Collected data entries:
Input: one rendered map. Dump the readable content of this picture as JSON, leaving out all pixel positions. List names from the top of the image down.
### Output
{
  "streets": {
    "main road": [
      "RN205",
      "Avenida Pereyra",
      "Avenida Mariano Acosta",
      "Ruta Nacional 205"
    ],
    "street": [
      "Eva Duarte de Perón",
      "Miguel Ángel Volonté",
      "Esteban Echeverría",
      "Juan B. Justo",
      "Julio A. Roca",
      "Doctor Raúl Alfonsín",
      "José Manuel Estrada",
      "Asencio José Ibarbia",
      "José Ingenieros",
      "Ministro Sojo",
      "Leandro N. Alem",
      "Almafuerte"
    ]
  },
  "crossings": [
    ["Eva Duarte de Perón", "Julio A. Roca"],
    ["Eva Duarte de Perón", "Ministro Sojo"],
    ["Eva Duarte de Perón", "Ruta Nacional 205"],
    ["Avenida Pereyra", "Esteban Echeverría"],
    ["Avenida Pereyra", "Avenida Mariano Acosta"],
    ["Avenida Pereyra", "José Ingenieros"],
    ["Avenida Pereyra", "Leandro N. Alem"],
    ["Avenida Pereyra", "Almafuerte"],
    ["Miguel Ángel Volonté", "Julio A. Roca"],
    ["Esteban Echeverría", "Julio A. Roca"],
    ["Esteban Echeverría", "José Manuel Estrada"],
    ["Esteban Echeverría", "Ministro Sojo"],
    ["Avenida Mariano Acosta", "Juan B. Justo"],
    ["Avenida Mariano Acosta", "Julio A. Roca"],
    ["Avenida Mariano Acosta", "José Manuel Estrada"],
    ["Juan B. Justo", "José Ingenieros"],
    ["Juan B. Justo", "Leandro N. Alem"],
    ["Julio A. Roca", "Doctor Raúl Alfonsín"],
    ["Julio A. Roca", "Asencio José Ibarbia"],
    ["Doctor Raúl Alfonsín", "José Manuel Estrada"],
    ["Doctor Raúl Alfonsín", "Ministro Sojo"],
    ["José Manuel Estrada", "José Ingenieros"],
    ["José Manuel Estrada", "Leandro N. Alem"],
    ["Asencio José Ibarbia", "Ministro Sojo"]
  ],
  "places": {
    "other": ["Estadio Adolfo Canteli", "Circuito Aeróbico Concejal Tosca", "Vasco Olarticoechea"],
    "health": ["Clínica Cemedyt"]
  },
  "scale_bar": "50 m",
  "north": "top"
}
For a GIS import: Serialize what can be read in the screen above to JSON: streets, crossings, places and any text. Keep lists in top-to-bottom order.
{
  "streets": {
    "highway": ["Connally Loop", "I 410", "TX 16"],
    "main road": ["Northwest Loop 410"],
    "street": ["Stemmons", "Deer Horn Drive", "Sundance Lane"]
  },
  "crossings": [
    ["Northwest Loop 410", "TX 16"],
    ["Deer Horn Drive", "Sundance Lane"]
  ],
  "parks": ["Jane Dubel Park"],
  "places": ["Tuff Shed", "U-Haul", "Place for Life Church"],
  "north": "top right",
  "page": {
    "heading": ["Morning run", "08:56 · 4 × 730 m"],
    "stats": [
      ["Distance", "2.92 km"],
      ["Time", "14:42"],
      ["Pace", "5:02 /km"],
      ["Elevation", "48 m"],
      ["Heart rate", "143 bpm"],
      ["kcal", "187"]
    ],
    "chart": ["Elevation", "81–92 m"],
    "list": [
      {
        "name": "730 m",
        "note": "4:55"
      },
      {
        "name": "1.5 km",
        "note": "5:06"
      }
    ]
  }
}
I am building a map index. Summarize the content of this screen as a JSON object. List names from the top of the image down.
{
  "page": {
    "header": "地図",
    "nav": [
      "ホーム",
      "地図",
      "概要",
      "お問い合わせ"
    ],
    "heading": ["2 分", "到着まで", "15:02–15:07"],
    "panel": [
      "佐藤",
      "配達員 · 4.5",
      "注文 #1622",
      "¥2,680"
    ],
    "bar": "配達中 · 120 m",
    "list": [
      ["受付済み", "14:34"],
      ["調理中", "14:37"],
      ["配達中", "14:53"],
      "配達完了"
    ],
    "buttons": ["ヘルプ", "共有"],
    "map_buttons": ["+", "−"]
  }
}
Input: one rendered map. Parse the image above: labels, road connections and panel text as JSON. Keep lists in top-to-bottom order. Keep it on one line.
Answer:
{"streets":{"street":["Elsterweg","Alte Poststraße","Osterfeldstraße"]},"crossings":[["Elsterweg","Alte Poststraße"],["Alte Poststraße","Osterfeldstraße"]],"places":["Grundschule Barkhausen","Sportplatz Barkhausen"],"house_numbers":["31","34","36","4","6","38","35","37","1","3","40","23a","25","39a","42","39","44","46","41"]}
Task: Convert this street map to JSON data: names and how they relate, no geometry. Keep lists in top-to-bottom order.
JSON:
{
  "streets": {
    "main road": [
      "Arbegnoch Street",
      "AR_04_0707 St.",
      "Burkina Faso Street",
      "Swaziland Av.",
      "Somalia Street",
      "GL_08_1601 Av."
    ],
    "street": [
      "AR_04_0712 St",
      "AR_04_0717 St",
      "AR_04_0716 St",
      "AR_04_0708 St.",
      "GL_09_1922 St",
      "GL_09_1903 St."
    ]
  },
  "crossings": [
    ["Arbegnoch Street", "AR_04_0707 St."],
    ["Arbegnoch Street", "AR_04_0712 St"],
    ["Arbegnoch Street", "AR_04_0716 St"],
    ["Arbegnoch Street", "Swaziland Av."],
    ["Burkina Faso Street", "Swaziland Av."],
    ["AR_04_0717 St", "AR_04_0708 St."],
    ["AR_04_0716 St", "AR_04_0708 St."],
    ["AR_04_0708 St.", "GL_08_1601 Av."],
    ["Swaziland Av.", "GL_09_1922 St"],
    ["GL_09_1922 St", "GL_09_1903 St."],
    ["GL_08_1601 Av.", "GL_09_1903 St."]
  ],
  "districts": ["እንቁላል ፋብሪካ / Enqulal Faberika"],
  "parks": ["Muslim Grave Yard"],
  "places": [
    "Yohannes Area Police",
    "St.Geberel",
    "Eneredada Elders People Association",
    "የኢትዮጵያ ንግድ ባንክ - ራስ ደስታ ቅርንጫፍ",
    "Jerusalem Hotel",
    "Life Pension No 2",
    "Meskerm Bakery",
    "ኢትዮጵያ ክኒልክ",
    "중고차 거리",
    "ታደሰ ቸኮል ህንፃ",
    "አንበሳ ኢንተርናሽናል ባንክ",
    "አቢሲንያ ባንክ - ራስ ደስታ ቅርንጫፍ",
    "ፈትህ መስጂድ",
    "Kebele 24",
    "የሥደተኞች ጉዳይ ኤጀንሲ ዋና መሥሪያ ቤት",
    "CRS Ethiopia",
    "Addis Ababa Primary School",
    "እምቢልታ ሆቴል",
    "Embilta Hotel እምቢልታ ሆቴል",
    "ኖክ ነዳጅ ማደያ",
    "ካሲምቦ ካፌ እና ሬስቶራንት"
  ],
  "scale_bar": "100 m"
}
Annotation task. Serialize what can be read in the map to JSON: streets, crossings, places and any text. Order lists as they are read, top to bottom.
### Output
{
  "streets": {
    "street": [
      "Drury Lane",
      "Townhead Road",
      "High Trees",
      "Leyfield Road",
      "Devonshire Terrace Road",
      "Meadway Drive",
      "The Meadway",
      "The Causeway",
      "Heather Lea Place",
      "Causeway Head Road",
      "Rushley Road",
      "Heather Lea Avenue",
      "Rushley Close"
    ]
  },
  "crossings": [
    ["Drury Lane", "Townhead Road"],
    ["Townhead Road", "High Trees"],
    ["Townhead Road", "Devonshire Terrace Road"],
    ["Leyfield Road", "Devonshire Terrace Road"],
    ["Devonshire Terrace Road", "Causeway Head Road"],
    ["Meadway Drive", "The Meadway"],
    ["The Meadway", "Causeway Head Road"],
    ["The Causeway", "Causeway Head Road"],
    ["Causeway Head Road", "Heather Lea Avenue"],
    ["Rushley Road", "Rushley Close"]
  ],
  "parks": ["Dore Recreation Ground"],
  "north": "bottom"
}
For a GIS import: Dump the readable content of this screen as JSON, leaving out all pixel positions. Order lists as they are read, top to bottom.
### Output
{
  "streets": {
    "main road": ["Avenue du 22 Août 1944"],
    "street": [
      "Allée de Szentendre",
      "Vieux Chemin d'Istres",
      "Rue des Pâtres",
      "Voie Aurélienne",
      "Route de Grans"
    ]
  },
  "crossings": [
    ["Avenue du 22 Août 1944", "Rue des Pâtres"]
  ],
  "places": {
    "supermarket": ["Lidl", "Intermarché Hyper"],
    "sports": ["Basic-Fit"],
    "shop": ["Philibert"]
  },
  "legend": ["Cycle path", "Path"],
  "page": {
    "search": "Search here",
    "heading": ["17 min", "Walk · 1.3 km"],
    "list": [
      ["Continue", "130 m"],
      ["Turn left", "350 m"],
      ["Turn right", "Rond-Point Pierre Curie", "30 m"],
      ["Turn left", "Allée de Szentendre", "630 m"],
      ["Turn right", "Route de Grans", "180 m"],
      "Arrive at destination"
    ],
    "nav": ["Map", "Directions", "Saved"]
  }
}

TASK ITEM: Look through the entries above for the word "Alfonsín". Copy every line where it shows up.

ANSWER TO THIS EXERCISE:
      "Doctor Raúl Alfonsín",
    ["Julio A. Roca", "Doctor Raúl Alfonsín"],
    ["Doctor Raúl Alfonsín", "José Manuel Estrada"],
    ["Doctor Raúl Alfonsín", "Ministro Sojo"],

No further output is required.